The GOP road-tests a new strategy that seems pretty unlikely to work.

If you had any doubts that the GOP is becoming a cult, Shane Goldmacher reports in the New York Times that House Republicans are telling donors that if they don’t agree to make their donations recurring, then they will be defectors. To “defect” means to switch one’s alliance, typically to a nation, most often from a repressive regime to a freer and more democratic one. This metaphor does not flatter the Republican party.

Or perhaps the better description is “scam.” Check out this little yellow box:

The opt-out nature of the House Republicans’ pitch, wherein the donor commits himself to recurring donations unless he deliberately unchecks a little blue box, is probably legal, but it’s very heavy-handed. The behavioral economist Richard Thaler and Harvard Law Professor Cass “Nudge” Sunstein call this “choice architecture” wherein inaction registers as assent. It’s an effective strategy for getting employees to contribute to their pensions, but its use here is liable to stir unhappy memories of the “negative option billing” once practiced by Columbia House record club, which prompted the Federal Trade Commission and Congress to impose strict disclosure requirements. (Click here for a classic 1977 TV commercial for Columbia House. Columbia House is also, my son Will reminds me, one of the trials tormenting the Coen brothers’ 1960s suburban-dad Job in A Serious Man.)

Credit card companies were not amused when President Donald Trump used this choice architecture last year to raise money for his failed re-election bid. Largely because of it, according to a remarkable Times investigation by Goldmacher published April 3, the Trump campaign, the Republican National Committee, and their shared accounts had to return more than 10 percent of all funds raised. A further bizarre wrinkle is that Trump, according to Politico, sent a cease-and-desist letter last week to the National Republican Congressional Committee, the National Republican Senate Committee, and the Republican National Committee, warning them not to use “his name and likeness on fundraising emails and merchandise.”

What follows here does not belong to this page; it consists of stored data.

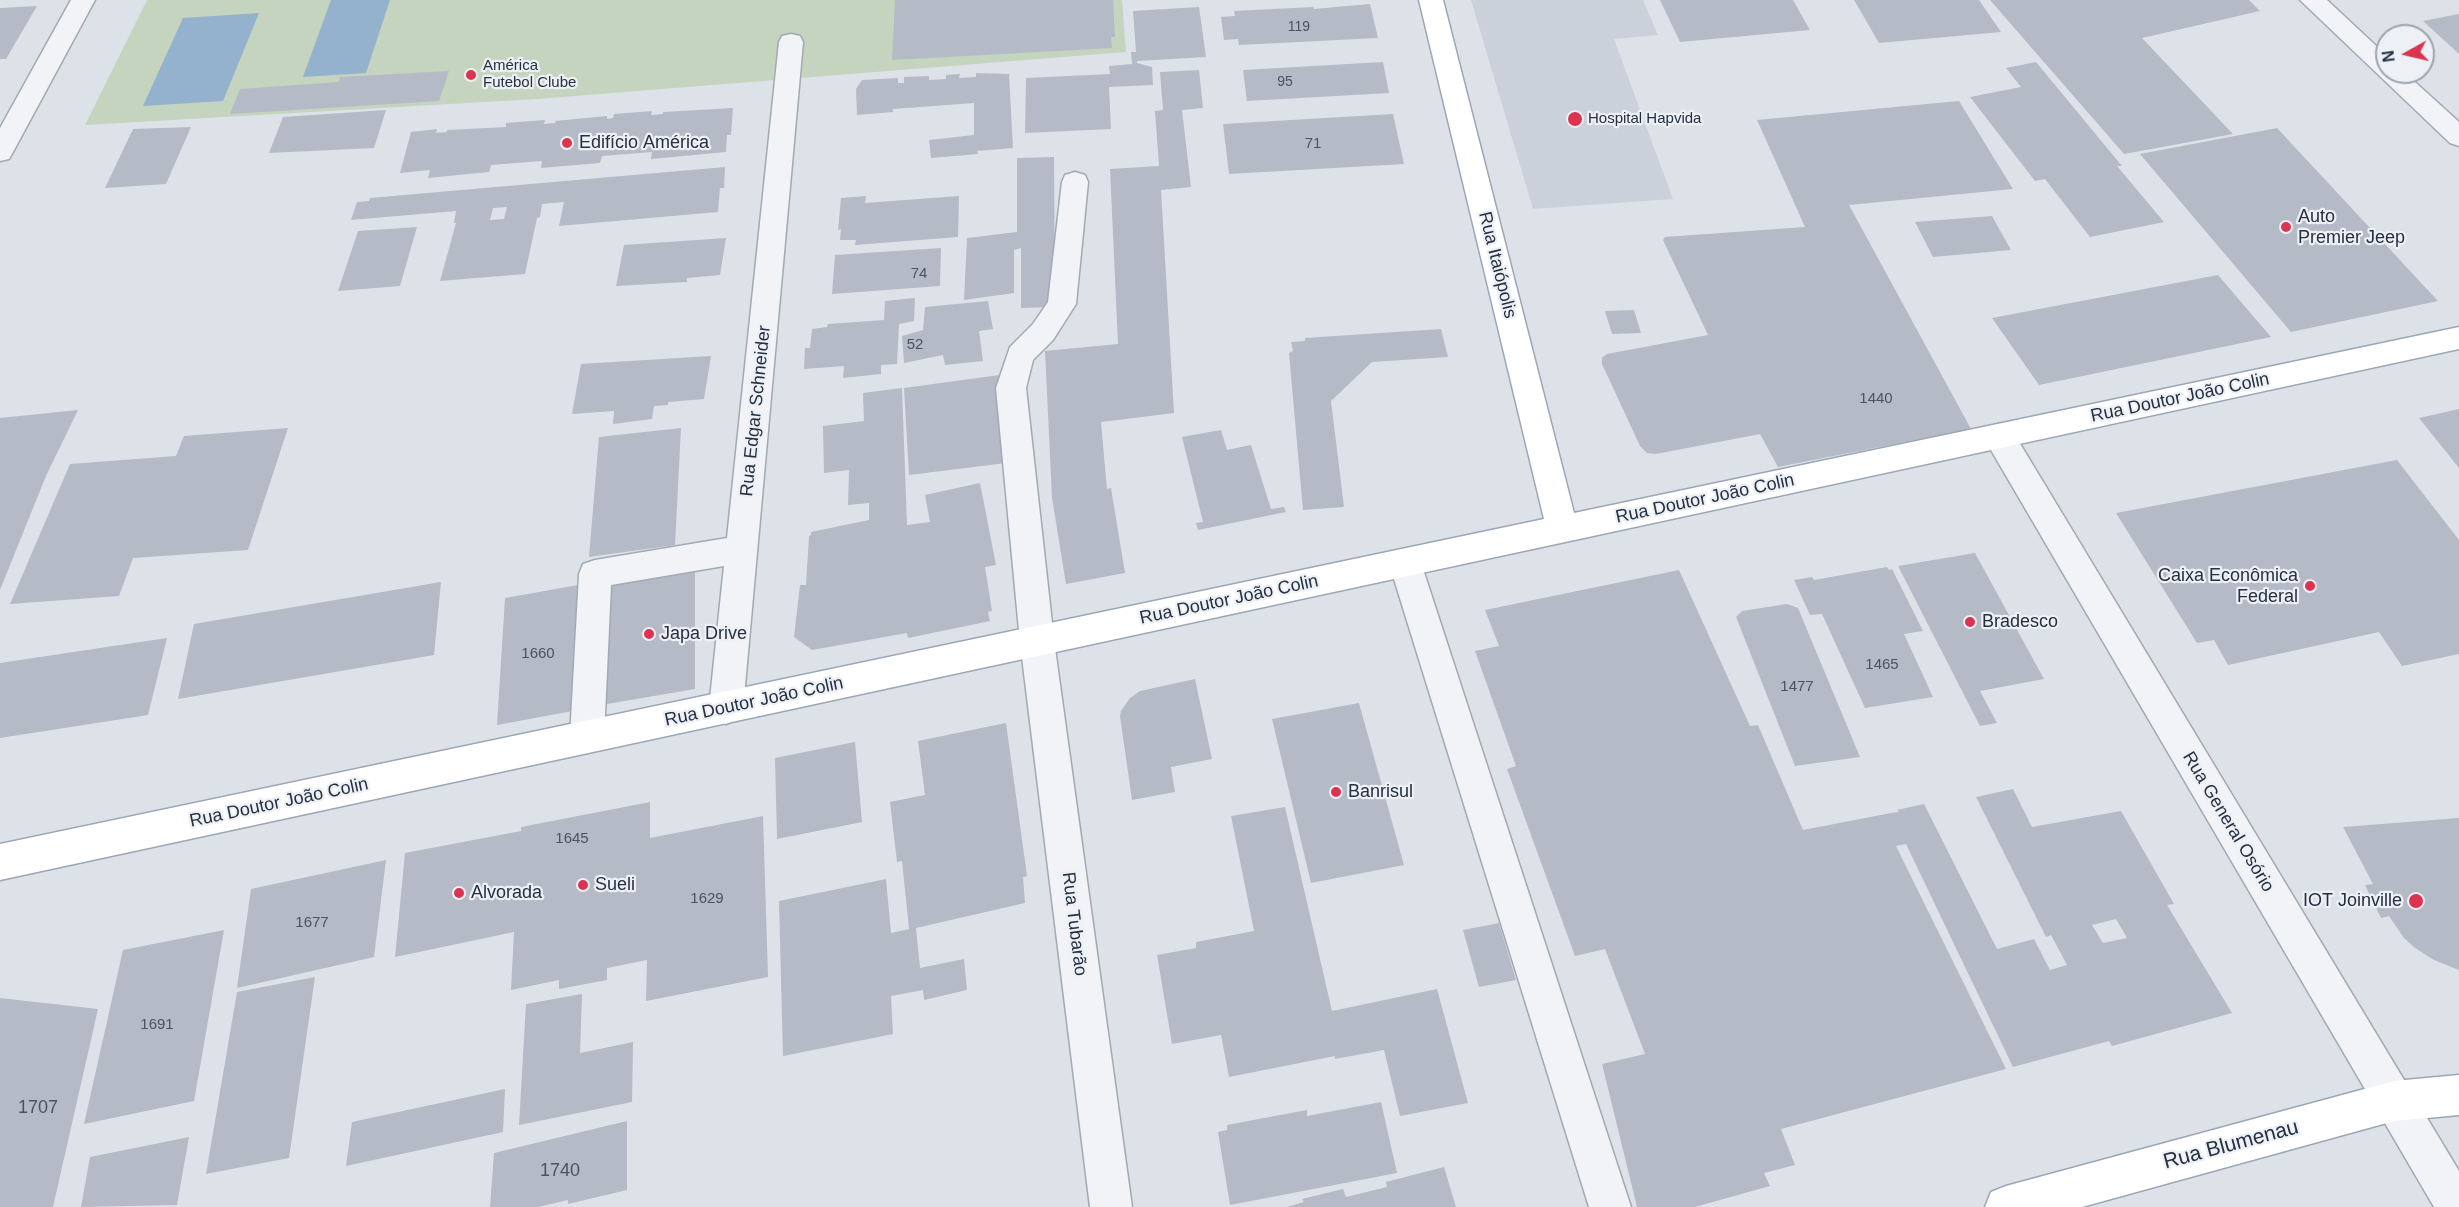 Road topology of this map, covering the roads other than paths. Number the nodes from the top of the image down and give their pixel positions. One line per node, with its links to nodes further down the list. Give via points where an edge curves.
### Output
1 (83, 0): 8 (street)
2 (1431, 0): 12 (main road, Rua Itaiópolis)
3 (2312, 0): 5 (street)
4 (791, 42): 13 (street, Rua Edgar Schneider)
5 (2375, 59)
6 (2402, 84): 7 (street)
7 (2459, 137)
8 (0, 152)
9 (1075, 182): 15 (street, Rua Tubarão, via 1062,304 1043,332 1020,355 1011,388)
10 (2459, 338): 11 (main road, Rua Doutor João Colin)
11 (1999, 436): 12 (main road, Rua Doutor João Colin); 20 (street, Rua General Osório)
12 (1562, 530): 14 (main road, Rua Doutor João Colin)
13 (742, 549): 16 (street, Rua Edgar Schneider); 17 (street, via 595,574)
14 (1405, 563): 15 (main road, Rua Doutor João Colin); 22 (street)
15 (1037, 641): 16 (main road, Rua Doutor João Colin); 21 (street, Rua Tubarão)
16 (726, 708): 17 (main road, Rua Doutor João Colin)
17 (587, 737): 18 (main road, Rua Doutor João Colin)
18 (0, 862)
19 (2459, 1095): 20 (main road, Rua Blumenau)
20 (2394, 1101): 23 (main road, Rua Blumenau); 24 (street, Rua General Osório)
21 (1111, 1207)
22 (1610, 1207)
23 (2006, 1207)
24 (2457, 1207)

None of this will persuade voters that the GOP is a political party and not a protection racket or Ponzi scheme. Nor will Senate Majority Leader Mitch McConnell’s threat this week to “woke capitalists” who take offense at Republican efforts to minimize African American participation in elections. In my latest New Republic column I interrogate, as the kids say, the power relationship between McConnell and his party’s corporate funders, and conclude that while there are subtleties here that may go unrecognized, the basic reality of who is servant and who master contradicts McConnell’s bullying rhetoric.